Your instructions » Scan the entries below. List each line with "Jefferson".

(Stored items)
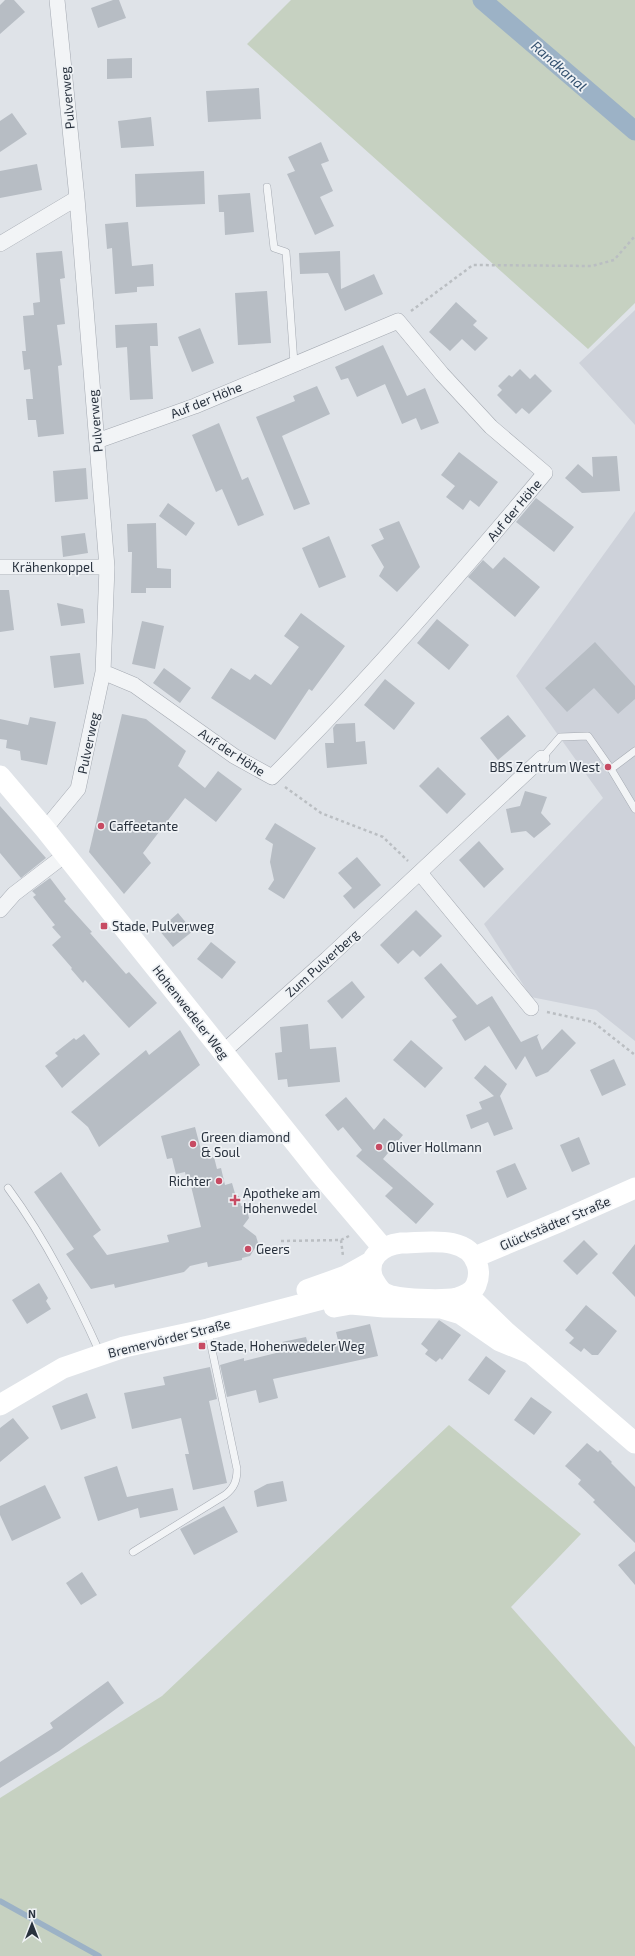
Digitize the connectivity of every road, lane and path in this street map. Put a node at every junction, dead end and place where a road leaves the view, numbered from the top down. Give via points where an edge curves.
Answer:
1 (57, 0) edge
2 (267, 187) dead end
3 (77, 198) junction
4 (635, 236) edge
5 (0, 244) edge
6 (398, 321) junction
7 (294, 364) junction
8 (97, 441) junction
9 (0, 567) edge
10 (107, 567) junction
11 (103, 672) junction
12 (635, 751) edge
13 (542, 758) joint
14 (611, 769) junction
15 (0, 776) edge
16 (272, 777) junction
17 (635, 809) edge
18 (45, 829) junction
19 (65, 855) junction
20 (420, 873) junction
21 (0, 910) edge
22 (531, 1008) joint
23 (223, 1052) junction
24 (635, 1055) edge
25 (8, 1188) dead end
26 (635, 1188) edge
27 (340, 1240) dead end
28 (281, 1241) dead end
29 (377, 1255) junction
30 (475, 1257) junction
31 (478, 1278) junction
32 (378, 1287) junction
33 (463, 1296) junction
34 (276, 1309) junction
35 (208, 1329) junction
36 (532, 1354) junction
37 (101, 1355) junction
38 (0, 1405) edge
39 (635, 1443) edge
40 (133, 1552) dead end

1 - 3 street, Pulverweg
2 - 7 lane via 274,248 286,252
3 - 5 street
3 - 8 street, Pulverweg
4 - 6 path via 614,260 592,266 473,265
6 - 7 street, Auf der Höhe
6 - 16 street, Auf der Höhe via 491,427 545,473 483,547 324,724
7 - 8 street, Auf der Höhe via 194,406
8 - 10 street, Pulverweg
9 - 10 street, Krähenkoppel
10 - 11 street, Pulverweg
11 - 16 street, Auf der Höhe via 134,685 234,756
11 - 18 street, Pulverweg via 78,789
12 - 14 lane
13 - 14 lane via 560,737 588,736
13 - 20 street, Zum Pulverberg
14 - 17 lane
15 - 18 main road, Hohenwedeler Weg
16 - 20 path via 321,813 383,838
18 - 19 main road, Hohenwedeler Weg
19 - 21 street via 14,894
19 - 23 main road, Hohenwedeler Weg
20 - 22 street
20 - 23 street, Zum Pulverberg
22 - 24 path via 593,1022
23 - 29 main road, Hohenwedeler Weg via 321,1175
25 - 37 lane via 23,1208 67,1283
26 - 30 main road, Glückstädter Straße
27 - 28 path
29 - 30 main road, Bremervörder Straße via 391,1244 450,1243 469,1249
29 - 32 main road via 371,1271
29 - 34 main road, Bremervörder Straße via 346,1276 308,1290
30 - 31 main road
31 - 33 main road via 476,1285
31 - 36 main road via 515,1325
32 - 33 main road via 384,1293 402,1298 449,1299
32 - 34 main road, Bremervörder Straße
33 - 36 main road via 473,1300
34 - 35 main road, Bremervörder Straße
34 - 36 main road via 319,1310 351,1304 441,1308 461,1314 500,1342
35 - 37 main road, Bremervörder Straße via 124,1347
35 - 40 lane via 237,1479 233,1489 225,1495
36 - 39 main road
37 - 38 main road, Bremervörder Straße via 63,1368

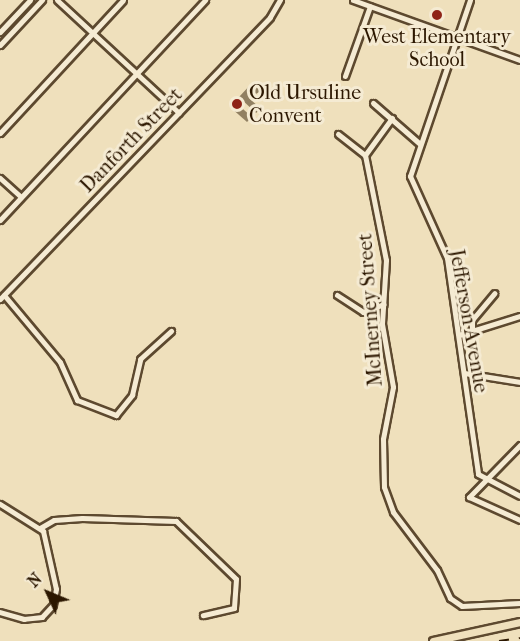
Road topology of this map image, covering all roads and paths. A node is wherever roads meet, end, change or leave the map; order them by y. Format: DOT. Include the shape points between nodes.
graph roads {
  1 [pos="30,0"];
  2 [pos="42,0"];
  3 [pos="57,0"];
  4 [pos="123,0"];
  5 [pos="205,0"];
  6 [pos="280,0"];
  7 [pos="353,0"];
  8 [pos="470,0"];
  9 [pos="370,6"];
  10 [pos="0,32"];
  11 [pos="93,33"];
  12 [pos="457,37"];
  13 [pos="0,45"];
  14 [pos="520,60"];
  15 [pos="136,73"];
  16 [pos="345,76"];
  17 [pos="373,103"];
  18 [pos="179,113"];
  19 [pos="392,118"];
  20 [pos="0,133"];
  21 [pos="338,134"];
  22 [pos="420,144"];
  23 [pos="365,155"];
  24 [pos="0,178"];
  25 [pos="21,197"];
  26 [pos="0,220"];
  27 [pos="495,293"];
  28 [pos="337,295"];
  29 [pos="2,297"];
  30 [pos="384,304"];
  31 [pos="520,316"];
  32 [pos="472,330"];
  33 [pos="171,331"];
  34 [pos="459,335"];
  35 [pos="464,373"];
  36 [pos="520,382"];
  37 [pos="520,446"];
  38 [pos="486,479"];
  39 [pos="520,496"];
  40 [pos="0,504"];
  41 [pos="520,520"];
  42 [pos="40,528"];
  43 [pos="520,603"];
  44 [pos="0,612"];
  45 [pos="203,615"];
  46 [pos="520,622"];
  47 [pos="433,641"];
  1 -- 10 [label="street"];
  2 -- 13 [label="street"];
  3 -- 11 [label="street"];
  4 -- 11 [label="street"];
  5 -- 15 [label="street"];
  6 -- 18 [label="street, Danforth Street" via="270,17"];
  7 -- 9 [label="street"];
  8 -- 12 [label="street, Jefferson Avenue"];
  9 -- 12 [label="street"];
  9 -- 16 [label="street"];
  11 -- 15 [label="street"];
  11 -- 20 [label="street"];
  12 -- 14 [label="street"];
  12 -- 22 [label="street, Jefferson Avenue"];
  15 -- 18 [label="street"];
  15 -- 25 [label="street"];
  17 -- 19 [label="street"];
  18 -- 29 [label="street, Danforth Street"];
  19 -- 22 [label="street"];
  19 -- 23 [label="street"];
  21 -- 23 [label="street"];
  22 -- 34 [label="street, Jefferson Avenue" via="410,181 447,258"];
  23 -- 30 [label="street, McInerney Street" via="385,250"];
  24 -- 25 [label="street"];
  25 -- 26 [label="street"];
  27 -- 32 [label="street" via="472,320"];
  28 -- 30 [label="street" via="363,312"];
  29 -- 33 [label="street" via="60,362 77,400 116,414 132,395 140,359"];
  30 -- 43 [label="street, McInerney Street" via="382,324 393,387 382,468 393,512 456,602 462,606"];
  31 -- 32 [label="street"];
  32 -- 34 [label="street"];
  34 -- 35 [label="street, Jefferson Avenue"];
  35 -- 36 [label="street"];
  35 -- 38 [label="street, Jefferson Avenue" via="478,473"];
  37 -- 38 [label="street"];
  38 -- 39 [label="street"];
  38 -- 41 [label="street" via="470,497"];
  40 -- 42 [label="street"];
  42 -- 44 [label="street" via="54,576 53,605 45,615 31,619"];
  42 -- 45 [label="street" via="54,520 134,516 179,523 236,582 234,608"];
  46 -- 47 [label="main road"];
}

Result »
  8 -- 12 [label="street, Jefferson Avenue"];
  12 -- 22 [label="street, Jefferson Avenue"];
  22 -- 34 [label="street, Jefferson Avenue" via="410,181 447,258"];
  34 -- 35 [label="street, Jefferson Avenue"];
  35 -- 38 [label="street, Jefferson Avenue" via="478,473"];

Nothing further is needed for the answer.